===== INFORMATION
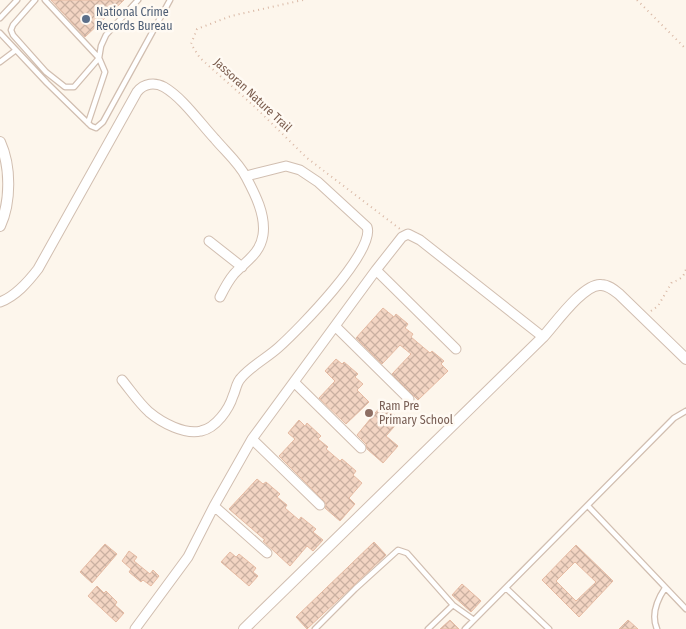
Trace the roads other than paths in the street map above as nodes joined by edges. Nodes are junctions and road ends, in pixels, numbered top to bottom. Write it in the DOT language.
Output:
graph roads {
  1 [pos="17,0"];
  2 [pos="35,0"];
  3 [pos="45,0"];
  4 [pos="138,0"];
  5 [pos="170,0"];
  6 [pos="0,18"];
  7 [pos="0,33"];
  8 [pos="16,50"];
  9 [pos="99,58"];
  10 [pos="0,62"];
  11 [pos="88,123"];
  12 [pos="0,142"];
  13 [pos="246,176"];
  14 [pos="0,226"];
  15 [pos="209,241"];
  16 [pos="242,267"];
  17 [pos="376,270"];
  18 [pos="220,296"];
  19 [pos="0,302"];
  20 [pos="335,326"];
  21 [pos="543,337"];
  22 [pos="456,349"];
  23 [pos="686,359"];
  24 [pos="122,380"];
  25 [pos="294,382"];
  26 [pos="409,398"];
  27 [pos="686,411"];
  28 [pos="252,439"];
  29 [pos="361,448"];
  30 [pos="320,505"];
  31 [pos="214,506"];
  32 [pos="588,506"];
  33 [pos="267,553"];
  34 [pos="506,588"];
  35 [pos="665,588"];
  36 [pos="453,605"];
  37 [pos="686,609"];
  38 [pos="474,620"];
  39 [pos="135,629"];
  40 [pos="244,629"];
  41 [pos="315,629"];
  42 [pos="428,629"];
  43 [pos="465,629"];
  44 [pos="548,629"];
  45 [pos="657,629"];
  1 -- 6 [label="lane"];
  2 -- 9 [label="lane"];
  3 -- 9 [label="lane"];
  4 -- 9 [label="lane"];
  5 -- 11 [label="lane"];
  7 -- 8 [label="lane"];
  8 -- 10 [label="lane"];
  8 -- 11 [label="lane"];
  9 -- 11 [label="lane"];
  12 -- 14 [label="street"];
  13 -- 16 [label="street"];
  13 -- 19 [label="street"];
  13 -- 24 [label="street"];
  15 -- 16 [label="street"];
  16 -- 18 [label="street"];
  17 -- 20 [label="street"];
  17 -- 21 [label="street"];
  17 -- 22 [label="street"];
  20 -- 25 [label="street"];
  20 -- 26 [label="street"];
  21 -- 23 [label="street"];
  21 -- 40 [label="street"];
  25 -- 28 [label="street"];
  25 -- 29 [label="street"];
  27 -- 32 [label="lane"];
  28 -- 30 [label="street"];
  28 -- 31 [label="street"];
  31 -- 33 [label="street"];
  31 -- 39 [label="street"];
  32 -- 34 [label="lane"];
  32 -- 35 [label="lane"];
  34 -- 38 [label="lane"];
  34 -- 44 [label="lane"];
  35 -- 37 [label="lane"];
  35 -- 45 [label="lane"];
  36 -- 38 [label="lane"];
  36 -- 41 [label="lane"];
  36 -- 42 [label="lane"];
  38 -- 43 [label="lane"];
}
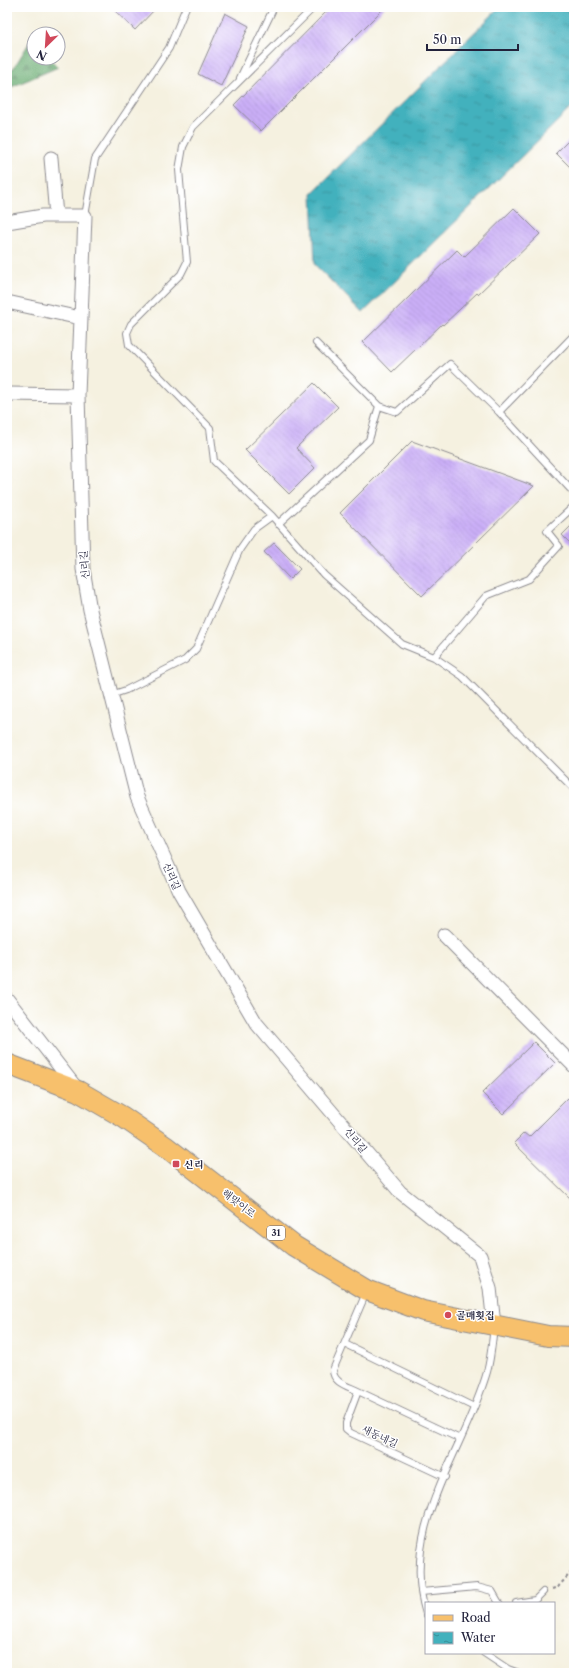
==========
WHAT YOU SHOULD DO: Exactly as given, set down each line of the material, but include no pictures.

FINISHED TASK:
Trace the roads other than paths in the street map above as nodes joined by edges. Nodes are junctions and road ends, in pixels, numbered top to bottom. Write it in the DOT language.
Output:
graph roads {
  1 [pos="17,0"];
  2 [pos="35,0"];
  3 [pos="45,0"];
  4 [pos="138,0"];
  5 [pos="170,0"];
  6 [pos="0,18"];
  7 [pos="0,33"];
  8 [pos="16,50"];
  9 [pos="99,58"];
  10 [pos="0,62"];
  11 [pos="88,123"];
  12 [pos="0,142"];
  13 [pos="246,176"];
  14 [pos="0,226"];
  15 [pos="209,241"];
  16 [pos="242,267"];
  17 [pos="376,270"];
  18 [pos="220,296"];
  19 [pos="0,302"];
  20 [pos="335,326"];
  21 [pos="543,337"];
  22 [pos="456,349"];
  23 [pos="686,359"];
  24 [pos="122,380"];
  25 [pos="294,382"];
  26 [pos="409,398"];
  27 [pos="686,411"];
  28 [pos="252,439"];
  29 [pos="361,448"];
  30 [pos="320,505"];
  31 [pos="214,506"];
  32 [pos="588,506"];
  33 [pos="267,553"];
  34 [pos="506,588"];
  35 [pos="665,588"];
  36 [pos="453,605"];
  37 [pos="686,609"];
  38 [pos="474,620"];
  39 [pos="135,629"];
  40 [pos="244,629"];
  41 [pos="315,629"];
  42 [pos="428,629"];
  43 [pos="465,629"];
  44 [pos="548,629"];
  45 [pos="657,629"];
  1 -- 6 [label="lane"];
  2 -- 9 [label="lane"];
  3 -- 9 [label="lane"];
  4 -- 9 [label="lane"];
  5 -- 11 [label="lane"];
  7 -- 8 [label="lane"];
  8 -- 10 [label="lane"];
  8 -- 11 [label="lane"];
  9 -- 11 [label="lane"];
  12 -- 14 [label="street"];
  13 -- 16 [label="street"];
  13 -- 19 [label="street"];
  13 -- 24 [label="street"];
  15 -- 16 [label="street"];
  16 -- 18 [label="street"];
  17 -- 20 [label="street"];
  17 -- 21 [label="street"];
  17 -- 22 [label="street"];
  20 -- 25 [label="street"];
  20 -- 26 [label="street"];
  21 -- 23 [label="street"];
  21 -- 40 [label="street"];
  25 -- 28 [label="street"];
  25 -- 29 [label="street"];
  27 -- 32 [label="lane"];
  28 -- 30 [label="street"];
  28 -- 31 [label="street"];
  31 -- 33 [label="street"];
  31 -- 39 [label="street"];
  32 -- 34 [label="lane"];
  32 -- 35 [label="lane"];
  34 -- 38 [label="lane"];
  34 -- 44 [label="lane"];
  35 -- 37 [label="lane"];
  35 -- 45 [label="lane"];
  36 -- 38 [label="lane"];
  36 -- 41 [label="lane"];
  36 -- 42 [label="lane"];
  38 -- 43 [label="lane"];
}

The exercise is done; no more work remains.